Se precisava falar com Kerinu, era melhor que Tornero não estivesse junto.

O prisioneiro virou o rosto para a porta quando Byron entrou no quarto. As cordas não só o mantinham preso como também o puxavam. Sangue seco cobria a bochecha direita por cima da longa e fina ferida aberta. Tentou com afinco demonstrar que sorria por detrás da mordaça, que Byron arrancou assim que chegou mais perto.

— O que você fez? — Perguntou Byron, baixinho.

Kerinu mostrou com um entortar de lábios o que teria feito se pudesse: um dar de ombros.

Byron socou sua barriga com o punho direito, num gesto tão rápido que o assustou e o levou para trás. Kerinu gemeu, não mais sorrindo.

Byron deu mais três socos, sempre com o punho direito, um mais forte que o outro. Testava seus limites físicos rosanos depois do último treino pesado que teve.

Ofegante, subiu na cama. Tentou manter o equilíbrio depois de chutar o homem amarrado.

Quis pular em cima de sua barriga com os dois pés quando parou, percebendo o suor absurdo que o assaltava por debaixo das vestes pesadas.

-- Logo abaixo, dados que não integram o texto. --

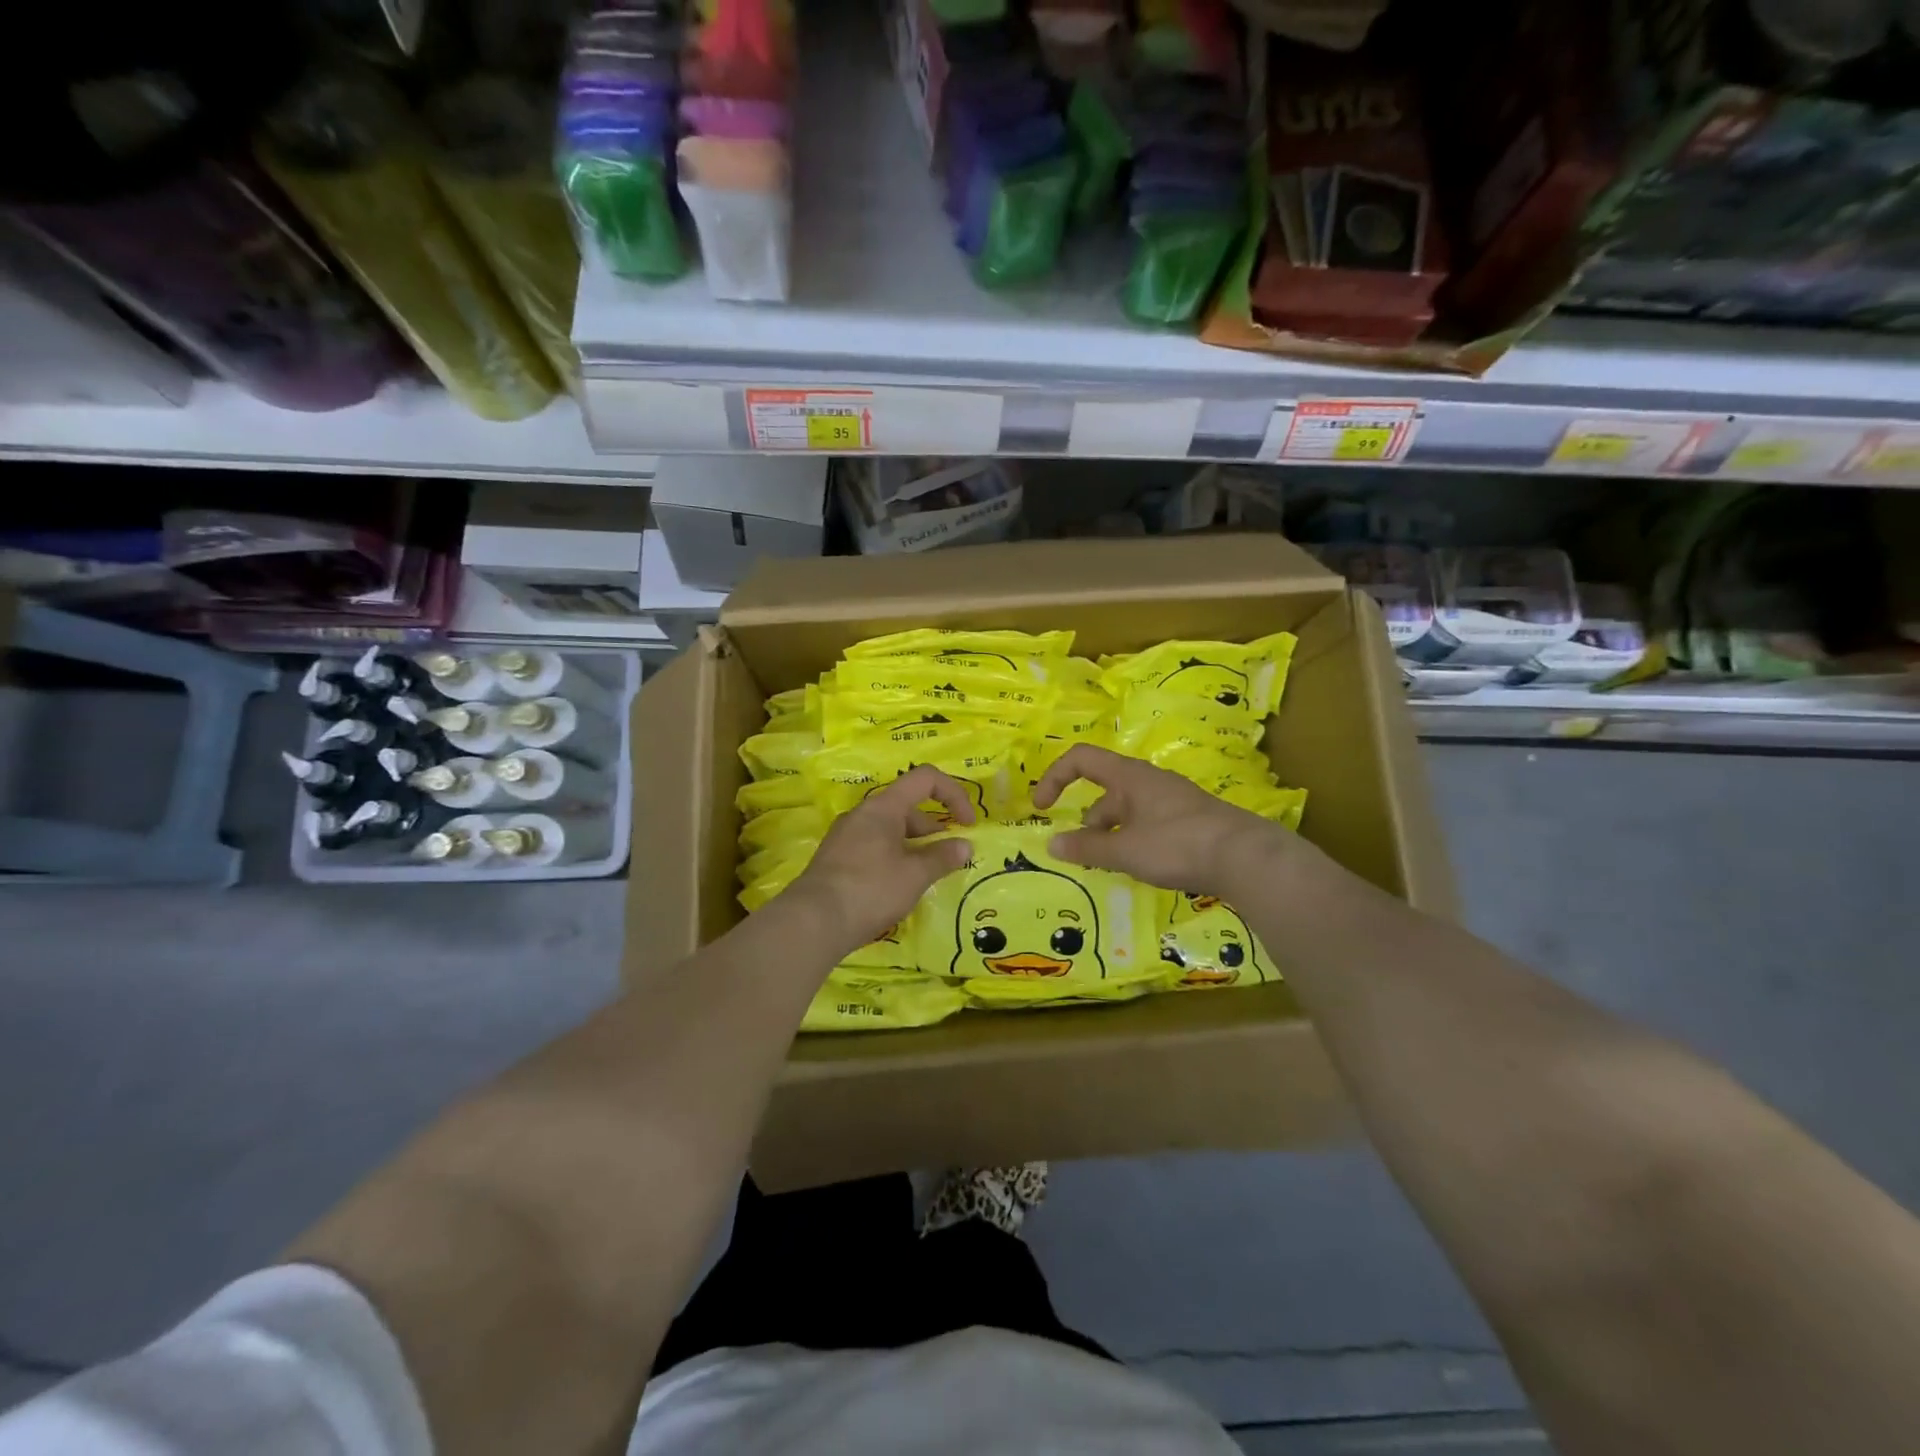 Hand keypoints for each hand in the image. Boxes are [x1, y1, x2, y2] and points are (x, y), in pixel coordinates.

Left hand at [788, 764, 975, 955]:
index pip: (925, 779)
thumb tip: (965, 846)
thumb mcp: (915, 875)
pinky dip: (894, 858)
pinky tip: (899, 887)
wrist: (812, 922)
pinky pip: (874, 847)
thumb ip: (943, 857)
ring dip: (914, 846)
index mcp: (883, 807)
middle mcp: (862, 814)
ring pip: (889, 830)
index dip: (954, 794)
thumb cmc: (870, 890)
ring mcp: (845, 836)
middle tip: (948, 857)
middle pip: (907, 806)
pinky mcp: (835, 859)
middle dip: (934, 828)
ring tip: (927, 876)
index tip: (968, 824)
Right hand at [1032, 744, 1293, 899]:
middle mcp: (1149, 781)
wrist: (1246, 857)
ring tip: (1114, 867)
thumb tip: (1051, 843)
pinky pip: (1149, 824)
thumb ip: (1086, 847)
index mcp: (1129, 776)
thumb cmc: (1177, 845)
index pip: (1080, 759)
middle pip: (1104, 792)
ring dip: (1112, 835)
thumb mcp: (1125, 850)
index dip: (1054, 778)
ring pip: (1128, 812)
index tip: (1040, 807)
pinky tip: (1143, 867)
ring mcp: (1172, 800)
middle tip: (1085, 854)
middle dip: (1088, 822)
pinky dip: (1135, 841)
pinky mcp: (1190, 821) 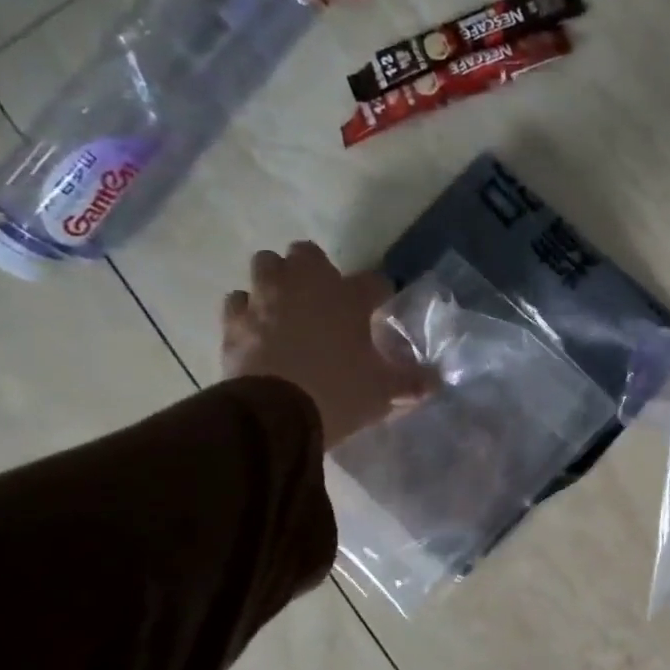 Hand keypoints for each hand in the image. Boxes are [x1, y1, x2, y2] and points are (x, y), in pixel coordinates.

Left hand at [221, 242, 430, 448]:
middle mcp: (304, 287)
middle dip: (315, 270)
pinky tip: (258, 328)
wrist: (275, 415)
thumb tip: (435, 382)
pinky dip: (249, 310)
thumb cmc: (339, 393)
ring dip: (277, 280)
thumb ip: (411, 383)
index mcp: (348, 298)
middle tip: (326, 298)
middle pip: (307, 254)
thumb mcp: (384, 392)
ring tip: (288, 306)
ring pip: (266, 266)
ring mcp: (264, 300)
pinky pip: (239, 302)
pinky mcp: (234, 321)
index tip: (381, 307)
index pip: (374, 281)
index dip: (380, 293) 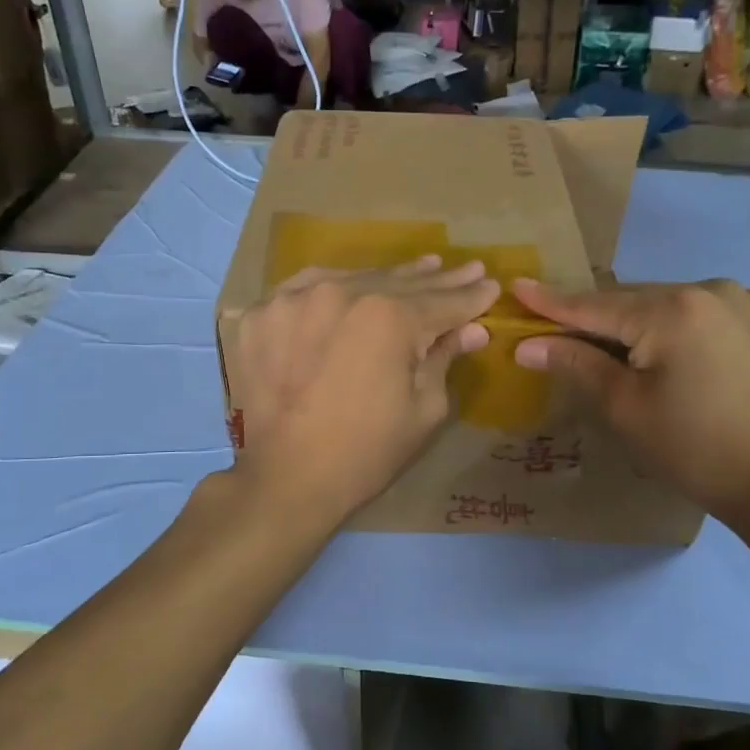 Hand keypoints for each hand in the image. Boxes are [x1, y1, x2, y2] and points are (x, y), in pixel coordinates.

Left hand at [231, 256, 499, 528]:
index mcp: (388, 317)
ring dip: (387, 278)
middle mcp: (339, 293)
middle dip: (436, 280)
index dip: (470, 297)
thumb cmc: (365, 453)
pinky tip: (351, 285)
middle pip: (397, 283)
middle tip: (465, 269)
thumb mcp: (423, 410)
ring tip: (419, 268)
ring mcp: (292, 299)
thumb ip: (444, 359)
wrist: (284, 481)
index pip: (441, 301)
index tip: (490, 285)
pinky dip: (333, 288)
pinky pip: (304, 289)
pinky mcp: (258, 315)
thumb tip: (471, 331)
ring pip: (351, 279)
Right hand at [511, 278, 749, 525]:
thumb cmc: (688, 447)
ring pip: (671, 304)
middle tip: (562, 333)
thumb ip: (575, 363)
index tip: (517, 287)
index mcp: (672, 310)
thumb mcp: (622, 406)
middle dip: (600, 319)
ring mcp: (746, 300)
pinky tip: (679, 352)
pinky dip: (683, 327)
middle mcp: (712, 289)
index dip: (552, 302)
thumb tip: (526, 345)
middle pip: (635, 301)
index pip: (596, 306)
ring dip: (643, 322)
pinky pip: (707, 313)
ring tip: (624, 352) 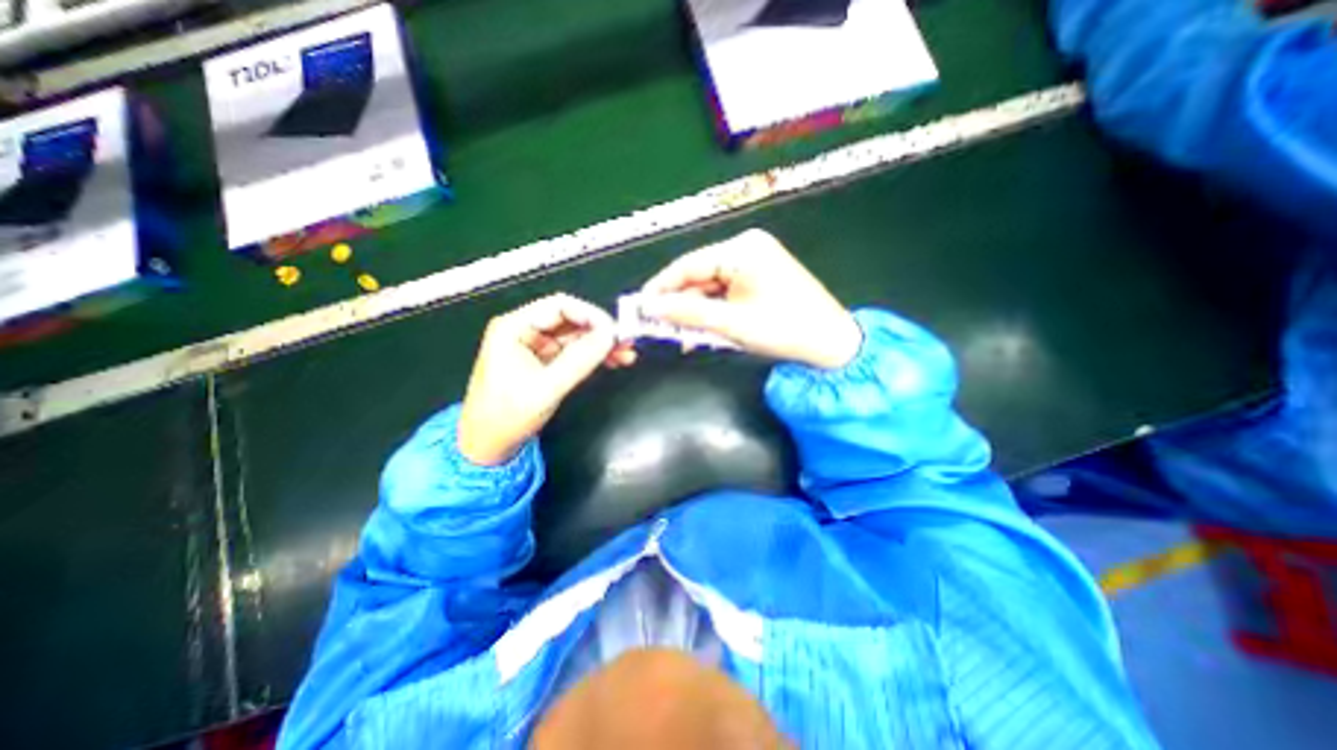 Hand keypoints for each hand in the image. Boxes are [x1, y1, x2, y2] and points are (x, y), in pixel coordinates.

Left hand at [461, 293, 636, 466]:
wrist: (488, 446)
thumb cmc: (507, 416)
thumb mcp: (546, 387)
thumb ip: (580, 360)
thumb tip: (610, 336)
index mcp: (514, 328)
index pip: (559, 306)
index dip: (591, 315)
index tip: (615, 331)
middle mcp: (524, 330)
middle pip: (570, 320)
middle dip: (599, 331)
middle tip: (626, 342)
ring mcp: (535, 346)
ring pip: (575, 336)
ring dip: (600, 344)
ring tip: (626, 354)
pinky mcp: (543, 361)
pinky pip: (573, 352)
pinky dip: (592, 356)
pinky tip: (612, 361)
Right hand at [642, 228, 862, 369]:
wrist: (831, 343)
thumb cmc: (785, 330)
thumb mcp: (732, 324)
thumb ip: (689, 313)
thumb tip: (651, 307)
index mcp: (742, 250)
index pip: (689, 265)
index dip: (661, 287)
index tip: (641, 307)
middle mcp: (747, 247)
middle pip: (699, 275)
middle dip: (680, 303)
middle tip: (660, 327)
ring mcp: (755, 261)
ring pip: (711, 286)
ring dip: (696, 311)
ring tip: (682, 335)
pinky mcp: (759, 275)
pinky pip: (726, 291)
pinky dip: (713, 310)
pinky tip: (704, 329) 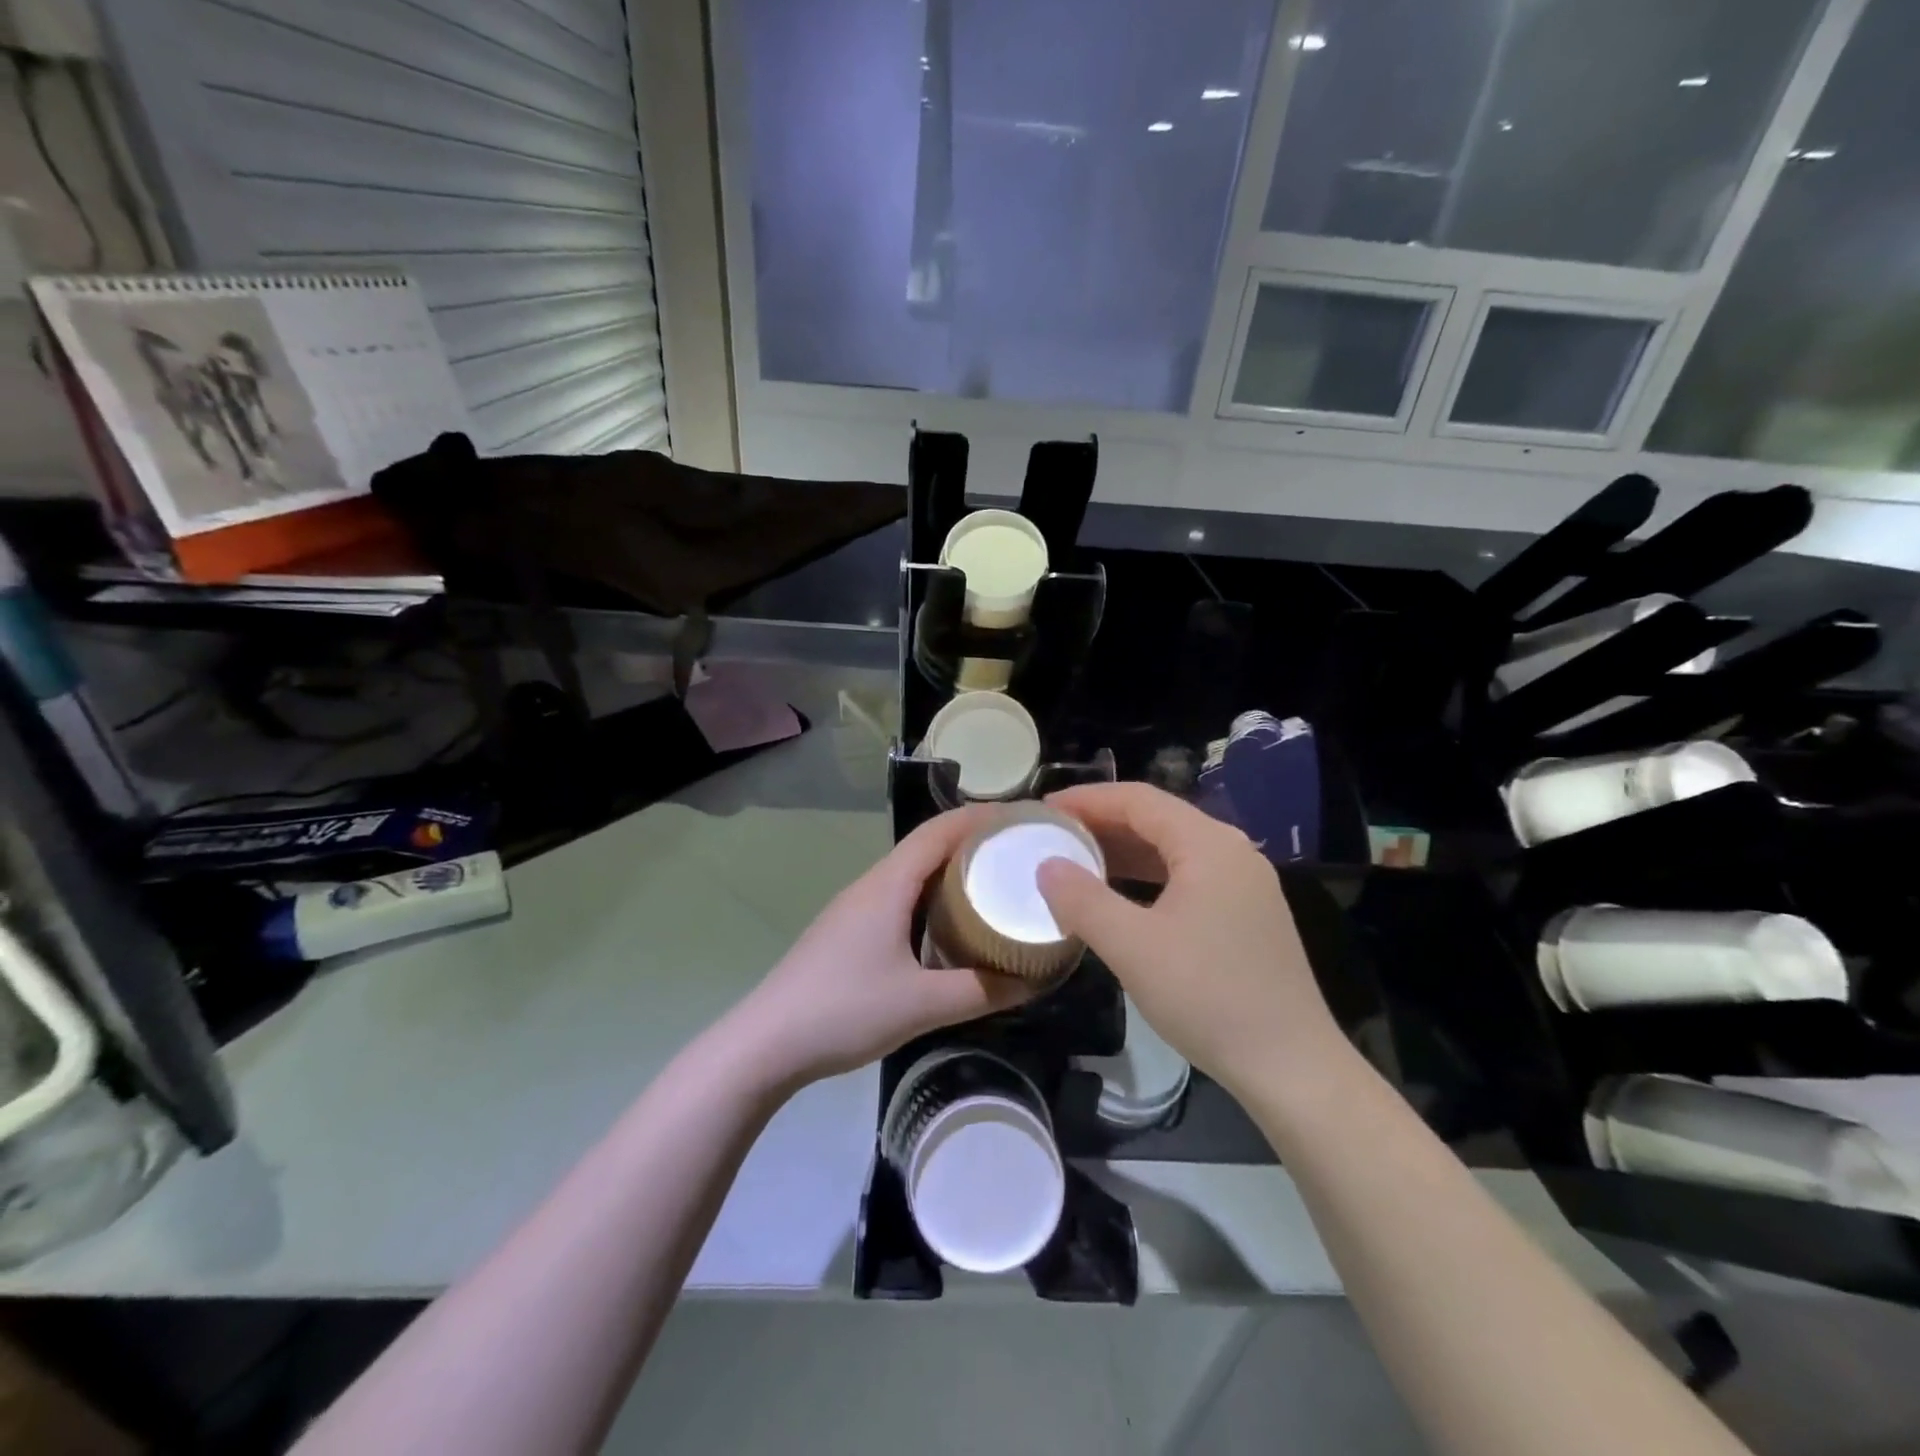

Desceu da cama, envergonhado; era um bomin e estava enlouquecendo.

Um medo ainda maior inundou-o com arrepios. Registrava que Kerinu tossia e gemia, respirando pesadamente, mas não quis saber de mais nada — trancou a porta de novo com a mão tremendo e começou a verificar seu castelo. Correu por todas as salas, todos os corredores, verificou cada pedaço de sua propriedade tão bem quanto pôde com a pressa que tinha, e só foi sentir-se a salvo quando sentou-se de novo, exausto, na cadeira atrás da escrivaninha.

Depois...

Tornero voltou tarde à noite, sem notícias de Lamar. Byron voltou a visitar o alorfo sozinho. Sentiu-se incomodado por ter esquecido de colocar a mordaça de volta; aparentemente Kerinu, que já estava acordado quando o bomin entrou, não achou que conseguiria alguma coisa berrando por ajuda.

— Ainda não saio do meu castelo. — Disse Byron, chegando mais perto da cama.

— Eu sei.

Kerinu não demorou para responder, e sua voz não traía medo ou tristeza de qualquer tipo — apenas uma forma de indiferença que Byron considerava extremamente incômoda. Pelo menos não estava sorrindo.

— O que você quer?

Kerinu apoiou o peso da cabeça na ponta do queixo, levantando o pescoço e fechando os olhos.

— Eu não quero nada. Na verdade — Continuou, passando a encarar o mago. — me pergunto… Quanto tempo vai demorar para Tornero tomar o seu lugar…

Byron engoliu em seco antes de tirar a espada e encostar no pescoço do alorfo.

— Eu vou matar você antes disso.

— E ficaria preso para sempre.

Olharam-se por mais alguns instantes. Byron relaxou a mão aos poucos até guardar a espada de volta.

Aquilo era tudo que Byron precisava evitar: não havia como saber se Kerinu estava blefando ou não. Ele mentiria bem, é claro. Não brincaria com a própria vida. Sua própria indiferença inicial, a certeza de segurança, de invulnerabilidade — tudo fazia parte da aposta. Para Byron uma aposta com metade de chances de acerto — um desfecho simples, rápido, que poria fim àquela agonia. Mas com metade de chances de fracasso — sua ruína total.

Saiu do quarto e encontrou Tornero na sala de entrada. Passou direto por ele e começou a fazer alguns últimos ajustes em seus trajes.

— Fique aqui. — Instruiu. — Desde que o deixe vivo e faça doer, pode fazer o que quiser.